┌─ Dataset records
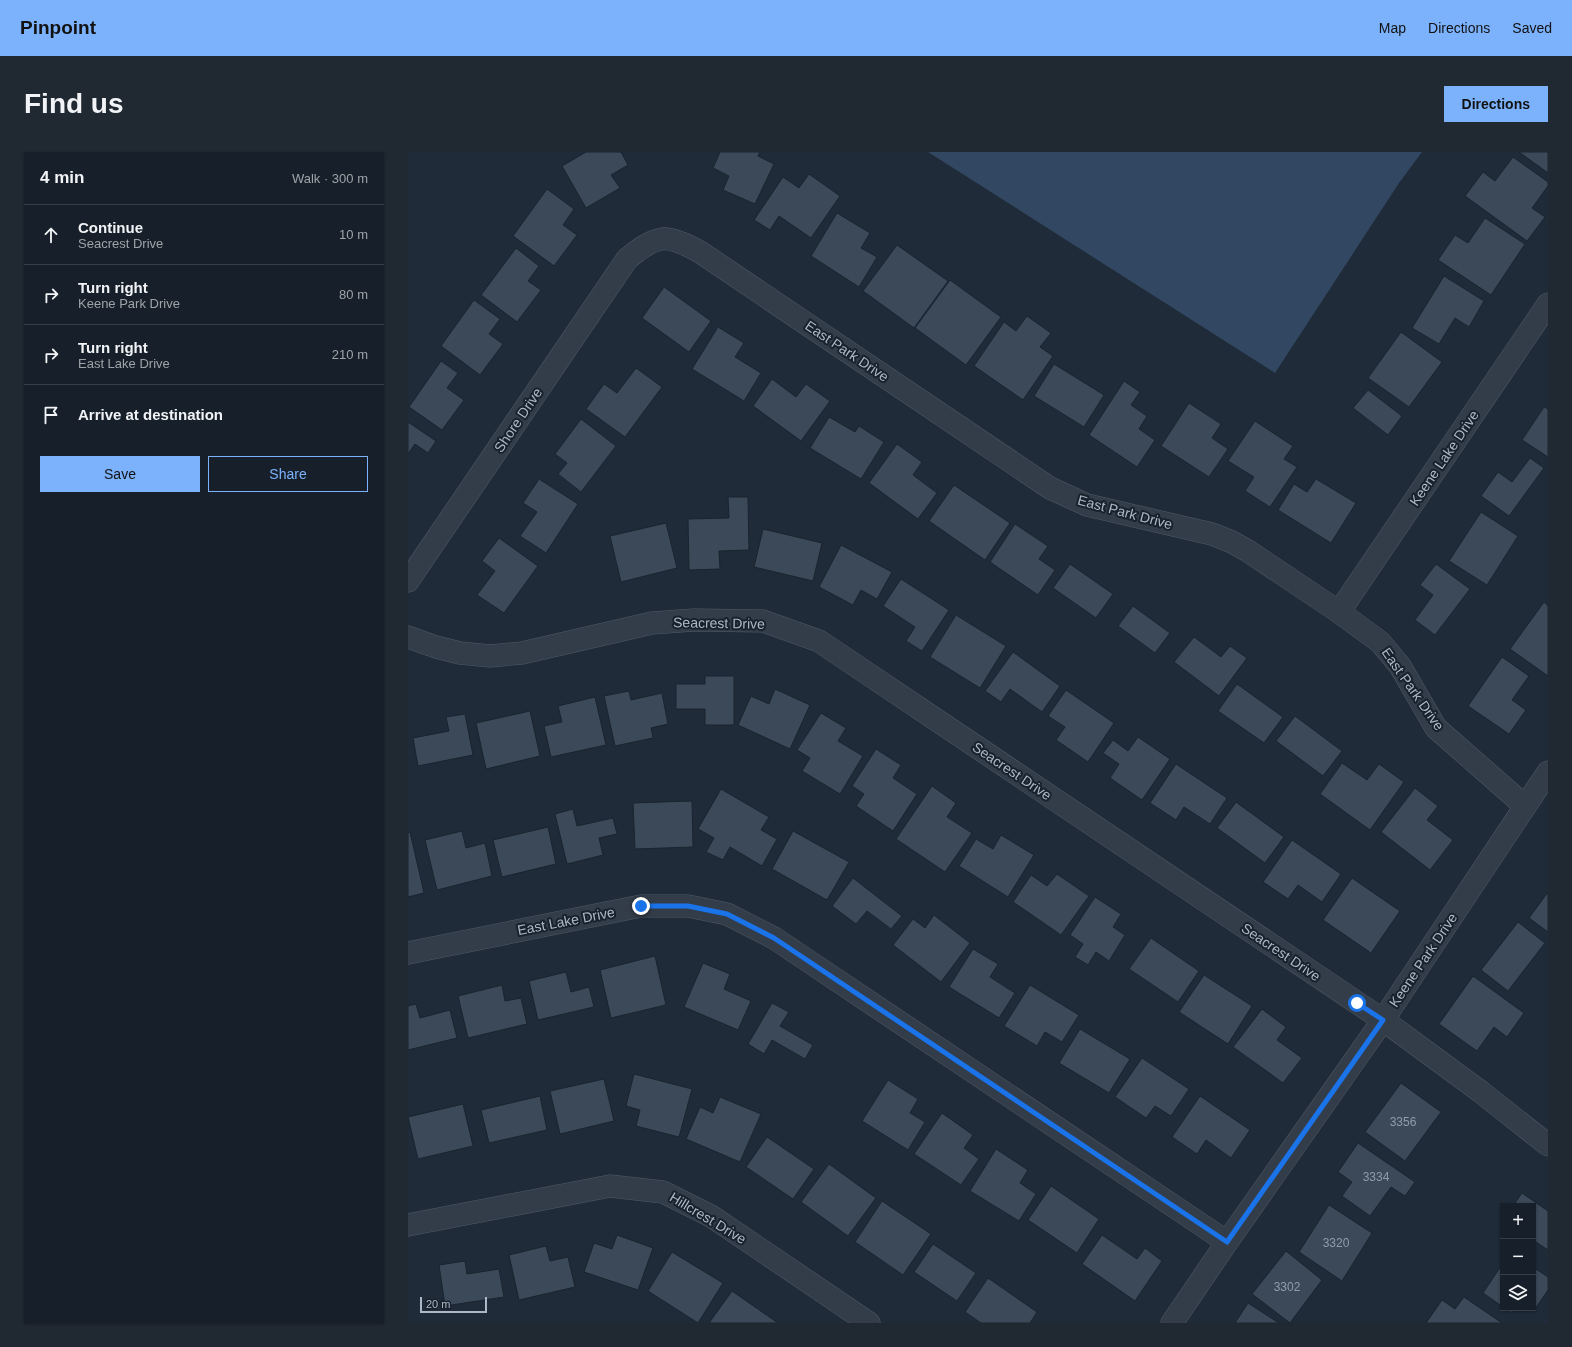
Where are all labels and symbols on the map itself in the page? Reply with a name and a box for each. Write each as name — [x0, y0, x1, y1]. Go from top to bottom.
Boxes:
street label: East Park Drive — [802, 317, 892, 385]
street label: Shore Drive — [491, 385, 545, 455]
street label: Keene Lake Drive — [1406, 407, 1482, 509]
street label: East Park Drive — [1076, 492, 1174, 532]
street label: Seacrest Drive — [673, 614, 765, 632]
street label: East Park Drive — [1379, 645, 1448, 734]
street label: Seacrest Drive — [969, 739, 1055, 803]
route end — [632, 897, 650, 915]
street label: East Lake Drive — [516, 904, 616, 938]
street label: Keene Park Drive — [1386, 910, 1460, 1010]
street label: Seacrest Drive — [1238, 920, 1324, 984]
route start — [1348, 994, 1366, 1012]
house number: 3356 — [1390, 1115, 1417, 1129]
house number: 3334 — [1363, 1170, 1390, 1184]
street label: Hillcrest Drive — [667, 1189, 749, 1247]
house number: 3320 — [1323, 1236, 1350, 1250]
house number: 3302 — [1274, 1280, 1301, 1294]
scale bar — [420, 1295, 487, 1314]

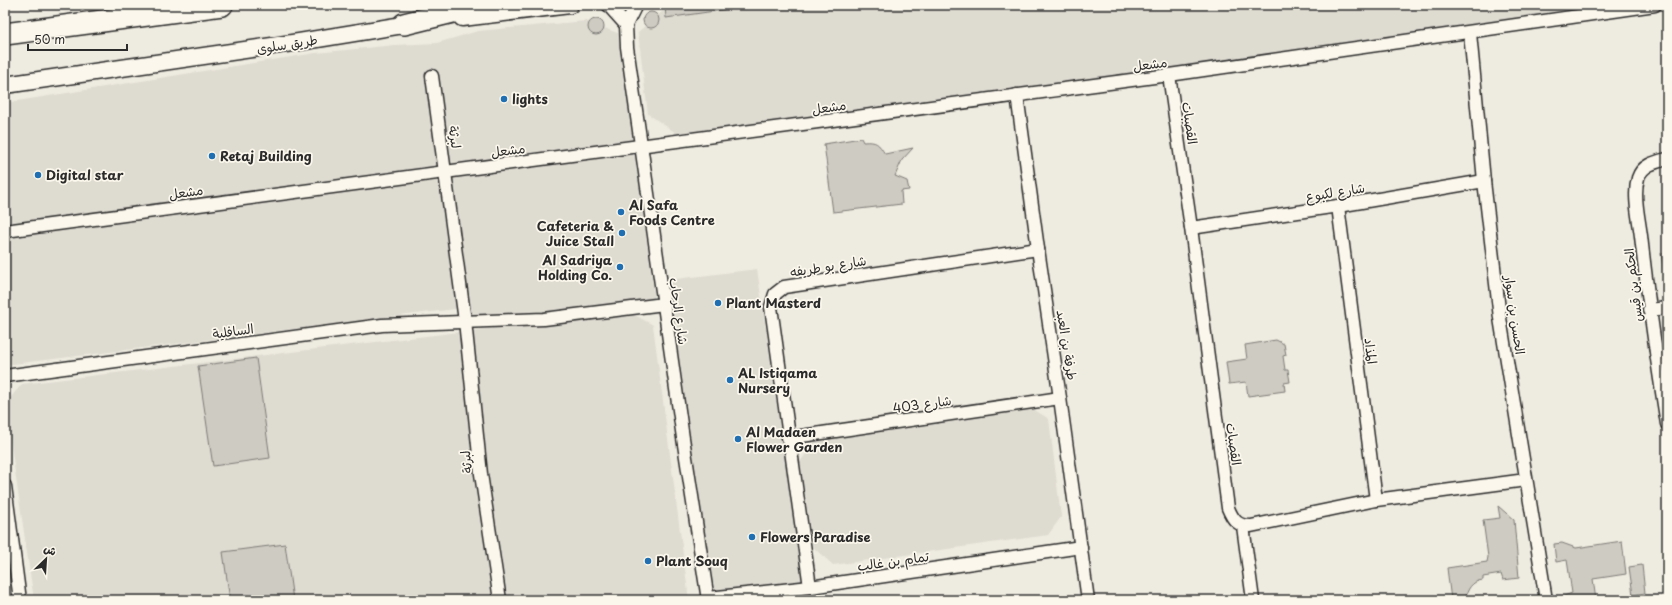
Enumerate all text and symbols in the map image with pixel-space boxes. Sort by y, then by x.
scale bar [28,26,127,52]
street label: طريق سلوى [255,29,319,58]
text: 50 m [34,30,65,48]
street label: مشعل [1132,52,1168,75]
place label: lights [512,89,548,108]
marker: lights [499,94,509,104]
street label: مشعل [811,95,847,118]
street label: القصبات [1178,100,1203,145]
street label: لبرثة [445,124,466,150]
street label: مشعل [490,138,526,161]
place label: Retaj Building [220,146,312,165]
marker: Retaj Building [207,151,217,161]
place label: Digital star [46,165,124,184]
marker: Digital star [33,170,43,180]
street label: شارع لكبوع [1304,177,1366,207]
street label: مشعل [168,180,204,203]
place label: Al Safa Foods Centre [628,195,715,229]
marker: Al Safa Foods Centre [616,207,626,217]
place label: Cafeteria & Juice Stall [537,216,614,250]
marker: Cafeteria & Juice Stall [617,228,627,238]
street label: الحكم بن قيس [1619,247,1648,323]
place label: Al Sadriya Holding Co. [538,250,613,284]
street label: شارع بو طريفه [788,250,868,282]
marker: Al Sadriya Holding Co. [615,262,625,272]
street label: الحسن بن سوار [1500,273,1530,356]
street label: شارع الرحاب [664,276,694,346]
place label: Plant Masterd [726,293,821,312]
marker: Plant Masterd [713,298,723,308]
street label: طرفة بن العبد [1053,308,1082,382]
street label: السافلية [211,318,255,343]
street label: المذاد [1360,337,1383,365]
place label: AL Istiqama Nursery [737,363,817,397]
marker: AL Istiqama Nursery [725,375,735,385]
street label: شارع 403 [891,390,953,418]
street label: القصبات [1222,421,1247,466]
place label: Al Madaen Flower Garden [745,422,842,456]
marker: Al Madaen Flower Garden [733,434,743,444]
street label: لبرثة [455,450,476,474]
place label: Flowers Paradise [760,527,870,546]
marker: Flowers Paradise [747,532,757,542]
north arrow [26,539,66,579]
text: ش [41,539,60,560]
street label: تمام بن غالب [856,546,930,577]
place label: Plant Souq [656,551,728,570]
marker: Plant Souq [643,556,653,566]

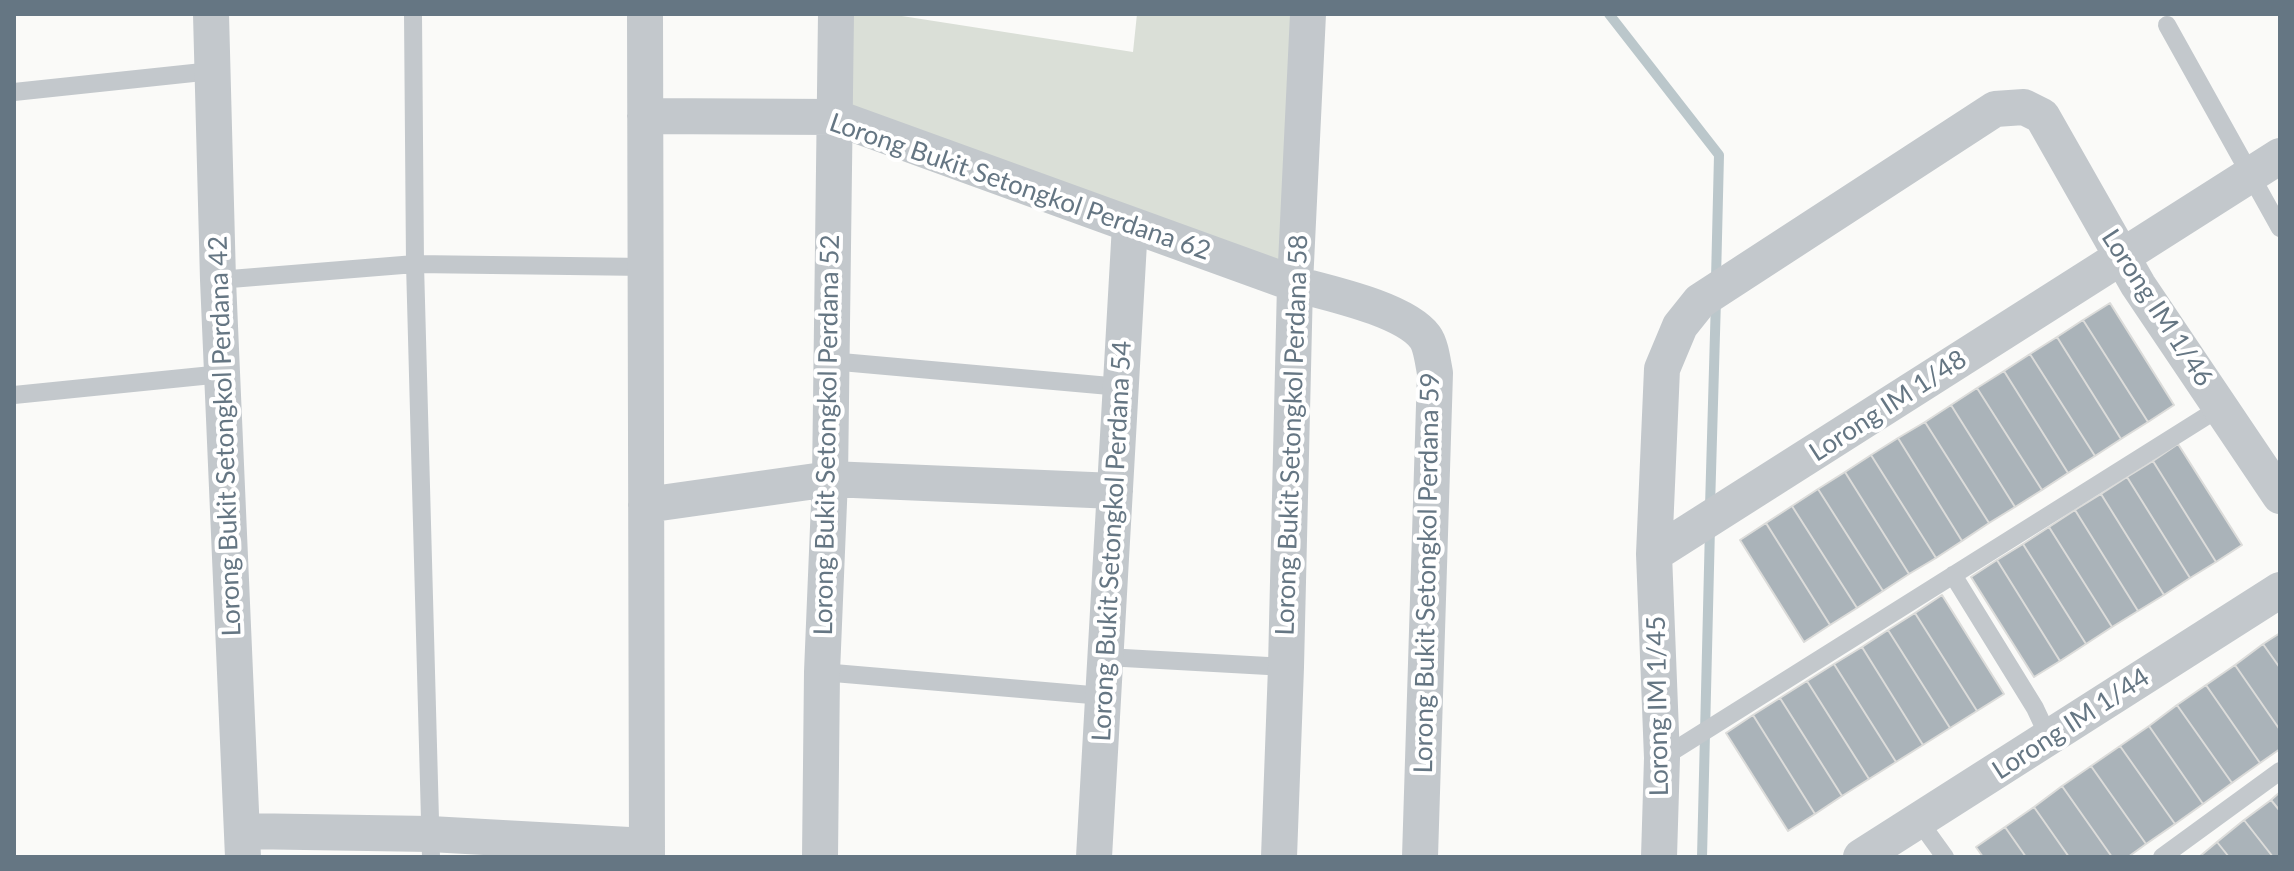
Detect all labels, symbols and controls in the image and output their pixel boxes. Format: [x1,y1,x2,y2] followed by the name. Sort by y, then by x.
[825,107,1215,267] street label: Lorong Bukit Setongkol Perdana 62
[2095,224,2219,392] street label: Lorong IM 1/46
[808,234,846,636] street label: Lorong Bukit Setongkol Perdana 52
[1269,234,1315,636] street label: Lorong Bukit Setongkol Perdana 58
[202,235,248,637] street label: Lorong Bukit Setongkol Perdana 42
[1086,340,1138,742] street label: Lorong Bukit Setongkol Perdana 54
[1804,344,1972,468] street label: Lorong IM 1/48
[1408,372,1446,774] street label: Lorong Bukit Setongkol Perdana 59
[1641,615,1675,797] street label: Lorong IM 1/45
[1987,662,2155,786] street label: Lorong IM 1/44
└─
_What the exercise asks_. Scan the data above and copy every line with "Flowers" in it.

_Output for this task_.
place label: Flowers Paradise [760,527,870,546]
marker: Flowers Paradise [747,532,757,542]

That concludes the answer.